Manuscrito: de enemigos a amantes y otros tro(m)pos literarios
“A falta de una mitología general efectiva, cada uno de nosotros tiene su panteón onírico privado, rudimentario pero secretamente potente. La más reciente encarnación de Edipo, como el romance floreciente de Bella y Bestia, esperan el cambio de semáforo esta misma tarde, en la esquina de la calle 42 y la Quinta Avenida”. Es Joseph Campbell quien explica así la permanencia de nuestros mitos y su permutación a lo largo de los siglos en El héroe de las mil caras (Fondo de Cultura Económica).
Publicado en 1949, el volumen escapó de los confines académicos de la narratología, la semiótica y el estructuralismo cuando George Lucas explicó que lo había tomado como punto de partida para escribir la travesía de Luke Skywalker a lo largo de La guerra de las galaxias. La trilogía original fue un éxito de dimensiones míticas, por supuesto, y el volumen -junto con el ciclo de conferencias El viaje del héroe- pasó a ser una biblia para la única organización contemporánea dedicada a crear una “mitología general efectiva”: Hollywood.
Los hilos de este “monomito” que retomaba Campbell desde Joyce, y su monumental trabajo con las mitologías de Oriente y Occidente iluminaban nuestra visión del futuro, la reflexión sobre nuestra propia humanidad. Su transformación en infalible manual de guion acaso tuvo el efecto inverso: hacer conciente, calculado y repetitivo todo lo que subyacía caótico, desmesurado, humano, bajo una gran historia. Seguimos, sin embargo, rindiéndonos ante imágenes que nos revelan un sentido trascendental, como ocurrió la última semana con las deslumbrantes fotos tomadas por el telescopio James Webb.
La memorable imagen de Bella y Bestia esperando en el semáforo fue precisamente lo que pensé al escuchar desde la cocina una conversación entre las amigas adolescentes de mi hija. Una de ellas explicaba por qué ver un animé con un profesor secretamente alienígena cuya composición química ponía en riesgo a los alumnos humanos a los que adoraba (o algo así). Otra de ellas aportaba un segundo atractivo de la serie, cuya ajustada síntesis podría haber llenado de satisfacción a Campbell: “sí, es un de enemigos a amantes perfecto”. De enemigos a amantes, como Bajo la influencia, Separados al nacer o Falso romance/Matrimonio a la fuerza son tropos, un término tomado del inglés que define a una convención o elemento narrativo, un “atajo” de la historia fácilmente reconocible por el público.
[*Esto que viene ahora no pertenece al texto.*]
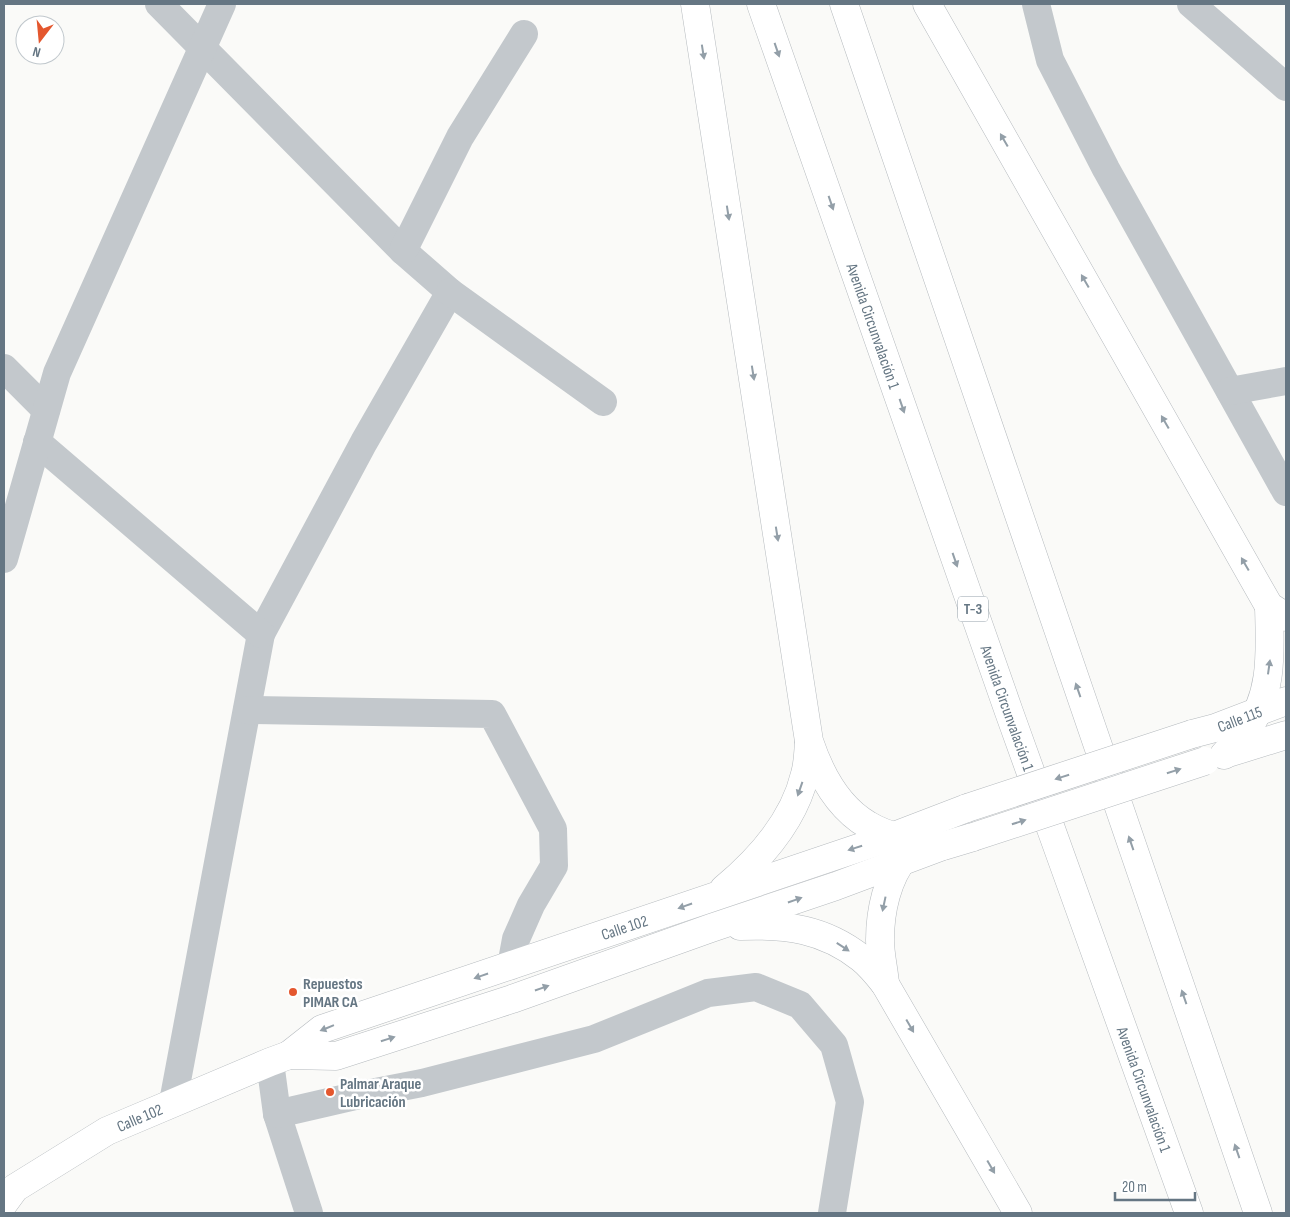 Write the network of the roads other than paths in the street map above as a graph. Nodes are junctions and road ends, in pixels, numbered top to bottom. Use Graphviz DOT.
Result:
graph roads {
  1 [pos="158,4"];
  2 [pos="222,4"];
  3 [pos="696,4"];
  4 [pos="761,4"];
  5 [pos="844,4"];
  6 [pos="927,4"];
  7 [pos="1036,4"];
  8 [pos="1191,4"];
  9 [pos="524,34"];
  10 [pos="201,48"];
  11 [pos="1286,87"];
  12 [pos="403,251"];
  13 [pos="450,292"];
  14 [pos="4,368"];
  15 [pos="1286,381"];
  16 [pos="1230,391"];
  17 [pos="603,402"];
  18 [pos="46,410"];
  19 [pos="37,442"];
  20 [pos="1286,492"];
  21 [pos="4,558"];
  22 [pos="1278,612"];
  23 [pos="261,634"];
  24 [pos="1286,701"];
  25 [pos="247,710"];
  26 [pos="1269,734"];
  27 [pos="809,741"];
  28 [pos="903,846"];
  29 [pos="715,896"];
  30 [pos="711,928"];
  31 [pos="511,966"];
  32 [pos="886,984"];
  33 [pos="280,1059"];
  34 [pos="173,1102"];
  35 [pos="277,1114"];
  36 [pos="7,1190"];
  37 [pos="309,1213"];
  38 [pos="832,1213"];
  39 [pos="1018,1213"];
  40 [pos="1189,1213"];
  41 [pos="1258,1213"];
  1 -- 10 [label="street"];
  2 -- 10 [label="street"];
  3 -- 27 [label="main road, one-way"];
  4 -- 40 [label="main road, Avenida Circunvalación 1 / T-3, one-way"];
  41 -- 5 [label="main road, one-way"];
  22 -- 6 [label="main road, one-way"];
  7 -- 16 [label="street"];
  8 -- 11 [label="street"];
  9 -- 12 [label="street"];
  10 -- 12 [label="street"];
  10 -- 18 [label="street"];
  12 -- 13 [label="street"];
  13 -- 17 [label="street"];
  13 -- 23 [label="street"];
  14 -- 18 [label="street"];
  15 -- 16 [label="street"];
  16 -- 20 [label="street"];
  18 -- 19 [label="street"];
  19 -- 21 [label="street"];
  19 -- 23 [label="street"];
  26 -- 22 [label="main road, one-way"];
  23 -- 25 [label="street"];
  24 -- 26 [label="main road, Calle 115"];
  25 -- 31 [label="street"];
  25 -- 34 [label="street"];
  28 -- 26 [label="main road, Calle 102, one-way, bridge"];
  26 -- 28 [label="main road, one-way, bridge"];
  27 -- 28 [label="main road"];
  27 -- 29 [label="main road, one-way"];
  28 -- 29 [label="main road, Calle 102, one-way"];
  30 -- 28 [label="main road, Calle 102, one-way"];
  28 -- 32 [label="main road, one-way"];
  29 -- 31 [label="main road, Calle 102, one-way"];
  30 -- 32 [label="main road, one-way"];
  33 -- 30 [label="main road, Calle 102, one-way"];
  31 -- 33 [label="main road, Calle 102, one-way"];
  32 -- 39 [label="main road, one-way"];
  33 -- 34 [label="main road, Calle 102"];
  33 -- 35 [label="street"];
  34 -- 36 [label="main road, Calle 102"];
  35 -- 37 [label="street"];
  35 -- 38 [label="street"];
}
Un tropo no es un clisé, explica TV Tropes, un sitio gigantesco dedicado a analizar y catalogar todos los tropos existentes primero en Buffy, la cazavampiros y luego en otras series y películas (ya han avanzado hacia la literatura y el cómic): “pueden ser nuevos pero verse trillados; otros tal vez tengan miles de años pero siempre se sienten originales. No son buenos ni malos, son apenas herramientas que los artistas utilizan para expresar sus ideas”, se lee allí.
Como ocurrió con bizarro, el tropo comienza a perder su acepción castellana de “uso de una palabra con un sentido figurado” en favor del trope anglosajón, dada su omnipresencia en la cultura popular. Y sí, sin arrancarnos los ojos ante la simplificación, podríamos decir que Orgullo y prejuicio es un “de enemigos a amantes perfecto”, como lo son sus adaptaciones hollywoodenses. No pierden su atractivo aunque sepamos qué nos van a contar.
Estamos hechos de historias. O, como decía de forma insuperable Carl Sagan sobre nuestra necesidad de entender cómo llegamos aquí: “Somos la forma en la que el Cosmos se conoce a sí mismo”. Y parte de ese entendimiento consiste en aceptar la transformación, analiza Campbell: “Los romances modernos, como la tragedia griega, celebran el misterio del desmembramiento, que no es otra cosa que la vida en el tiempo. El final feliz es deplorado como una representación errónea de nuestra experiencia, ya que el mundo como lo conocemos, el mundo como lo vemos, entrega un único final.” Que, estas nuevas postales del universo desconocido confirman, es apenas otro principio.